Stored dataset items:
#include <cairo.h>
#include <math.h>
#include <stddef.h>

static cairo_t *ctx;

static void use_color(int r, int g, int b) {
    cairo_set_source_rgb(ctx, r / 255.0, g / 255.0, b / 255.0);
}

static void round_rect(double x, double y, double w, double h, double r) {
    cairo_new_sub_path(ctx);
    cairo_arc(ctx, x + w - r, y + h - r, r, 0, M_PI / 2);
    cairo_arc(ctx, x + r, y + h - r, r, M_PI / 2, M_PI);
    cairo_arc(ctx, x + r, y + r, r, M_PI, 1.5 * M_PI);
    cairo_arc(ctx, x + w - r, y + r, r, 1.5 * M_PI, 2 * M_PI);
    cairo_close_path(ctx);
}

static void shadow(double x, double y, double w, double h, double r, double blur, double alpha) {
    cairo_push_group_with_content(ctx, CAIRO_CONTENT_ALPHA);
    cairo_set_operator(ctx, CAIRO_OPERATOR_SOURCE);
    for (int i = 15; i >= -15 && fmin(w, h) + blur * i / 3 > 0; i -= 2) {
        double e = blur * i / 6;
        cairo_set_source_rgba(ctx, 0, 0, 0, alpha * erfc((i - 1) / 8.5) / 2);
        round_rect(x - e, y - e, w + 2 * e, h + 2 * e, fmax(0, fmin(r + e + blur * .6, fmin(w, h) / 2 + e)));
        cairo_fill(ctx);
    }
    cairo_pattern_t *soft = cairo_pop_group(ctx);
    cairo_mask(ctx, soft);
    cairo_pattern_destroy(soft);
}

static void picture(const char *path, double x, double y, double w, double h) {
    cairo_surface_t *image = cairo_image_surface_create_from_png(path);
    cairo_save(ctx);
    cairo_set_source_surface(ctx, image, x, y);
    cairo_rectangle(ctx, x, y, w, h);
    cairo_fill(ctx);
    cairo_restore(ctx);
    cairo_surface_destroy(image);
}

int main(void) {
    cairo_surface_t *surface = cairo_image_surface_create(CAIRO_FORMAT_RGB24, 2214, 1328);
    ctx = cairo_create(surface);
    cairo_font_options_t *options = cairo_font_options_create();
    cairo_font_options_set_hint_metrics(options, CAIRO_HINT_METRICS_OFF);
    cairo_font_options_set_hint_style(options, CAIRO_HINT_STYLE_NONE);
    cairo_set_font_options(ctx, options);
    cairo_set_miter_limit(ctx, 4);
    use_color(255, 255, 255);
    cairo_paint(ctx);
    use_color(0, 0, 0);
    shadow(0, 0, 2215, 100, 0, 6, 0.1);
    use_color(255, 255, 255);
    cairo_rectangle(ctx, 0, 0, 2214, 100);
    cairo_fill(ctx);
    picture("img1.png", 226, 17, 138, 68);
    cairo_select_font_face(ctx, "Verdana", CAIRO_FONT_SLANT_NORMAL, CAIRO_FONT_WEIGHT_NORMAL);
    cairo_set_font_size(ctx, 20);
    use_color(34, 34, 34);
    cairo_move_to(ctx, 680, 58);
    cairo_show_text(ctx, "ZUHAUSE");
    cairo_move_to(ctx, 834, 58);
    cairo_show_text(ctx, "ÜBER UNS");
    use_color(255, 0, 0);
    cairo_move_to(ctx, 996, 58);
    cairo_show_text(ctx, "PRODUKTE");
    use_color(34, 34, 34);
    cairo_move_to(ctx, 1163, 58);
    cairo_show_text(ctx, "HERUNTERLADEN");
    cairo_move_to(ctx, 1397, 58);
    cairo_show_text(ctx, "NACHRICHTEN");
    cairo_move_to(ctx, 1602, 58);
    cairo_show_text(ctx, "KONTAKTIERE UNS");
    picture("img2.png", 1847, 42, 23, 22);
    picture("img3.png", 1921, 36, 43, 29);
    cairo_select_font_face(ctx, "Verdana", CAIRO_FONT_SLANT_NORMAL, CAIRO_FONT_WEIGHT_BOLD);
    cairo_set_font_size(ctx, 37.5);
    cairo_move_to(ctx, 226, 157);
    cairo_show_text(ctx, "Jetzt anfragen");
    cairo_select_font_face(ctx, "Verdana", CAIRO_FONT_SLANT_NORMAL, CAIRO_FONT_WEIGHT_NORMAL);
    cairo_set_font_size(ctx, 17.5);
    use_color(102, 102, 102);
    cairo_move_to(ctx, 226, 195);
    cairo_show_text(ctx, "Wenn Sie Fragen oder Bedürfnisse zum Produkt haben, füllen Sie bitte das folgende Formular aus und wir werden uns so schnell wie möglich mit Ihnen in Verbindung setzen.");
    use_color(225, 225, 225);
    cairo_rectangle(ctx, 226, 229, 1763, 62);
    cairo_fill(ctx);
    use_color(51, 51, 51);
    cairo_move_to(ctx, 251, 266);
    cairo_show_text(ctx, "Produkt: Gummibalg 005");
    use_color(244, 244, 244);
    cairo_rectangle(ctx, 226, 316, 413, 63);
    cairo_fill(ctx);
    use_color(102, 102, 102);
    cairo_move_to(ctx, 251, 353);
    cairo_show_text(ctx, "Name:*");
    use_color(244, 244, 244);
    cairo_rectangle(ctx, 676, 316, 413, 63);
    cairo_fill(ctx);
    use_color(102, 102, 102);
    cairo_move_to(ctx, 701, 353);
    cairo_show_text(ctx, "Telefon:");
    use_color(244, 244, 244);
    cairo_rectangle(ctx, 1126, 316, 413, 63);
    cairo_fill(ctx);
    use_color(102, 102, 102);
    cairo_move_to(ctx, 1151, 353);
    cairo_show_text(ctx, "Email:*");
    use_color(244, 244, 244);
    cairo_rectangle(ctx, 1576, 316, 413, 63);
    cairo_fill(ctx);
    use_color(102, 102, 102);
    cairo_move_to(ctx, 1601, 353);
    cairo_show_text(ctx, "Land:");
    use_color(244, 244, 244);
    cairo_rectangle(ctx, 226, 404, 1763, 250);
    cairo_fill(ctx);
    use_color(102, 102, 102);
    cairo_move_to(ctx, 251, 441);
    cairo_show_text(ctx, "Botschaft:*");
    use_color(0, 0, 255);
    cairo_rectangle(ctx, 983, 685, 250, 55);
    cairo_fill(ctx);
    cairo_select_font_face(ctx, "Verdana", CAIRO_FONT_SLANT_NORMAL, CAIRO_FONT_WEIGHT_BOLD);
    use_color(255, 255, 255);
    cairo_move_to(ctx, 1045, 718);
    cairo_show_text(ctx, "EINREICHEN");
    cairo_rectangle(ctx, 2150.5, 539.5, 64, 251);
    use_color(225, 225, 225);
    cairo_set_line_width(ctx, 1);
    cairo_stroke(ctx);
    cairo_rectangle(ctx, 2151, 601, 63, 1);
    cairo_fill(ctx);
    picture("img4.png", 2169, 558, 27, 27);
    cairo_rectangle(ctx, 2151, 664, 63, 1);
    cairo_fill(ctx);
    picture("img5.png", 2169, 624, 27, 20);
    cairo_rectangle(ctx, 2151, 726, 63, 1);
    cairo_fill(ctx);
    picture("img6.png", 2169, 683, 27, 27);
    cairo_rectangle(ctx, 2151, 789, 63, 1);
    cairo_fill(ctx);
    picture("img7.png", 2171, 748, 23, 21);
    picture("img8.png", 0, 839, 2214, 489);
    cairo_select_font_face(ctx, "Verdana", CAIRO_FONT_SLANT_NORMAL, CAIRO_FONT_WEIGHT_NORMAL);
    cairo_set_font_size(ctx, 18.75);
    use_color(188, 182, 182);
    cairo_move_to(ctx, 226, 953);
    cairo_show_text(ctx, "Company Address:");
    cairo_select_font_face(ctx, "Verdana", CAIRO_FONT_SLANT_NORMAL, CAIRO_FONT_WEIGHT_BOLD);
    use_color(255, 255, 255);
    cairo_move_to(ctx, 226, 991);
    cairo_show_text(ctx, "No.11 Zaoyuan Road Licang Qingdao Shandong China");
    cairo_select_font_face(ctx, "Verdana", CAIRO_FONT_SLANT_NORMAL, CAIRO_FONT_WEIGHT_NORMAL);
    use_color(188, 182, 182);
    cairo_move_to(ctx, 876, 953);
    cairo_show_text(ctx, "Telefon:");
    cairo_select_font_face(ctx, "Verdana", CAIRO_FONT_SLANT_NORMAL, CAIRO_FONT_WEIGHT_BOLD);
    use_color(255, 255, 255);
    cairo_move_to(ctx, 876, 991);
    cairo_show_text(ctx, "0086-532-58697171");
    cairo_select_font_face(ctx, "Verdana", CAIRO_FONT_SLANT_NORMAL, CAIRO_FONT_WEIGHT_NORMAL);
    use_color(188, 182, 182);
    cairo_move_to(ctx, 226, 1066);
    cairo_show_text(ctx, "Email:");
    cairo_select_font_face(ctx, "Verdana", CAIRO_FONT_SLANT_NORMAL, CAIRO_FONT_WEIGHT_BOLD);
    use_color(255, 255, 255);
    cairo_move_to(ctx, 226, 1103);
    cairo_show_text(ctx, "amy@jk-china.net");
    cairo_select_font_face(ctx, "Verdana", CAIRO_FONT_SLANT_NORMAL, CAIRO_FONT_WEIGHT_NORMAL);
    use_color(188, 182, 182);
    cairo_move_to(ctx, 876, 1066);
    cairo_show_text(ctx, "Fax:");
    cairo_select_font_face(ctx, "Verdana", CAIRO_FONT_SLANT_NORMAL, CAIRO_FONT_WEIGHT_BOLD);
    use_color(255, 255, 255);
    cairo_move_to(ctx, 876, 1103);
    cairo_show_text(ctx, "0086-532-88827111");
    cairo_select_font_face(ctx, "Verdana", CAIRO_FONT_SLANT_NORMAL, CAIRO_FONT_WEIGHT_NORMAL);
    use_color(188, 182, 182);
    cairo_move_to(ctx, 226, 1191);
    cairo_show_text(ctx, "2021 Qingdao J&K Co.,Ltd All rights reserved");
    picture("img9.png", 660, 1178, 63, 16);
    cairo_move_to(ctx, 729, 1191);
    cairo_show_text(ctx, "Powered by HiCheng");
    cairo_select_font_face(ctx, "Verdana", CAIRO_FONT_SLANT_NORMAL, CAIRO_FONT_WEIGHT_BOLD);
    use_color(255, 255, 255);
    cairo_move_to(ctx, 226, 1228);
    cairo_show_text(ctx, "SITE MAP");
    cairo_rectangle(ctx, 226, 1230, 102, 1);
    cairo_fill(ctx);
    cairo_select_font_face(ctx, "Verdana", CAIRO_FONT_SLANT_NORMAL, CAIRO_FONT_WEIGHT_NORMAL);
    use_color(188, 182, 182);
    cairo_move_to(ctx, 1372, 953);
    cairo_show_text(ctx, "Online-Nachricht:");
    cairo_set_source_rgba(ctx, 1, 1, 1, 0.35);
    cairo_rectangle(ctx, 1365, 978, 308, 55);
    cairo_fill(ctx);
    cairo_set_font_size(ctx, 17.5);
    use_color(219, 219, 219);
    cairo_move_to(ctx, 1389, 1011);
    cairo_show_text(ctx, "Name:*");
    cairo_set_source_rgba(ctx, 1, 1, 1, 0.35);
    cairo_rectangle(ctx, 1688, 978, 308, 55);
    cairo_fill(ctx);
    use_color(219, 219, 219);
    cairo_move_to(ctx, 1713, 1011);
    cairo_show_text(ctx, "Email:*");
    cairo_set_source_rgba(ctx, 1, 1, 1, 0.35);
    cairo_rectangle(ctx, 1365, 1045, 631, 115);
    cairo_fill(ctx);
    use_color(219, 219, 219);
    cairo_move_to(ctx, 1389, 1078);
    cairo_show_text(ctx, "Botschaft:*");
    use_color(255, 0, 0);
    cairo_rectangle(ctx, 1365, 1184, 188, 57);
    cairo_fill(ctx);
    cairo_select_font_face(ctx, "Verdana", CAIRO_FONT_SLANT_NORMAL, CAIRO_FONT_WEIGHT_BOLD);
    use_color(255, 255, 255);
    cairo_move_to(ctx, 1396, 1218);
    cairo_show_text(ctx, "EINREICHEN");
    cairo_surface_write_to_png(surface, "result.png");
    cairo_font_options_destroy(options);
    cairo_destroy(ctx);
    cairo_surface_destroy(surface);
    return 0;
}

Task statement: Looking at the records above, return exactly the lines from the line with "cairo_set_source_rgba(ctx, 0, 0, 0, alpha" to the line with "cairo_set_miter_limit(ctx, 4);", both ends included.

Exercise answer:
        cairo_set_source_rgba(ctx, 0, 0, 0, alpha * erfc((i - 1) / 8.5) / 2);
        round_rect(x - e, y - e, w + 2 * e, h + 2 * e, fmax(0, fmin(r + e + blur * .6, fmin(w, h) / 2 + e)));
        cairo_fill(ctx);
    }
    cairo_pattern_t *soft = cairo_pop_group(ctx);
    cairo_mask(ctx, soft);
    cairo_pattern_destroy(soft);
}

static void picture(const char *path, double x, double y, double w, double h) {
    cairo_surface_t *image = cairo_image_surface_create_from_png(path);
    cairo_save(ctx);
    cairo_set_source_surface(ctx, image, x, y);
    cairo_rectangle(ctx, x, y, w, h);
    cairo_fill(ctx);
    cairo_restore(ctx);
    cairo_surface_destroy(image);
}

int main(void) {
    cairo_surface_t *surface = cairo_image_surface_create(CAIRO_FORMAT_RGB24, 2214, 1328);
    ctx = cairo_create(surface);
    cairo_font_options_t *options = cairo_font_options_create();
    cairo_font_options_set_hint_metrics(options, CAIRO_HINT_METRICS_OFF);
    cairo_font_options_set_hint_style(options, CAIRO_HINT_STYLE_NONE);
    cairo_set_font_options(ctx, options);
    cairo_set_miter_limit(ctx, 4);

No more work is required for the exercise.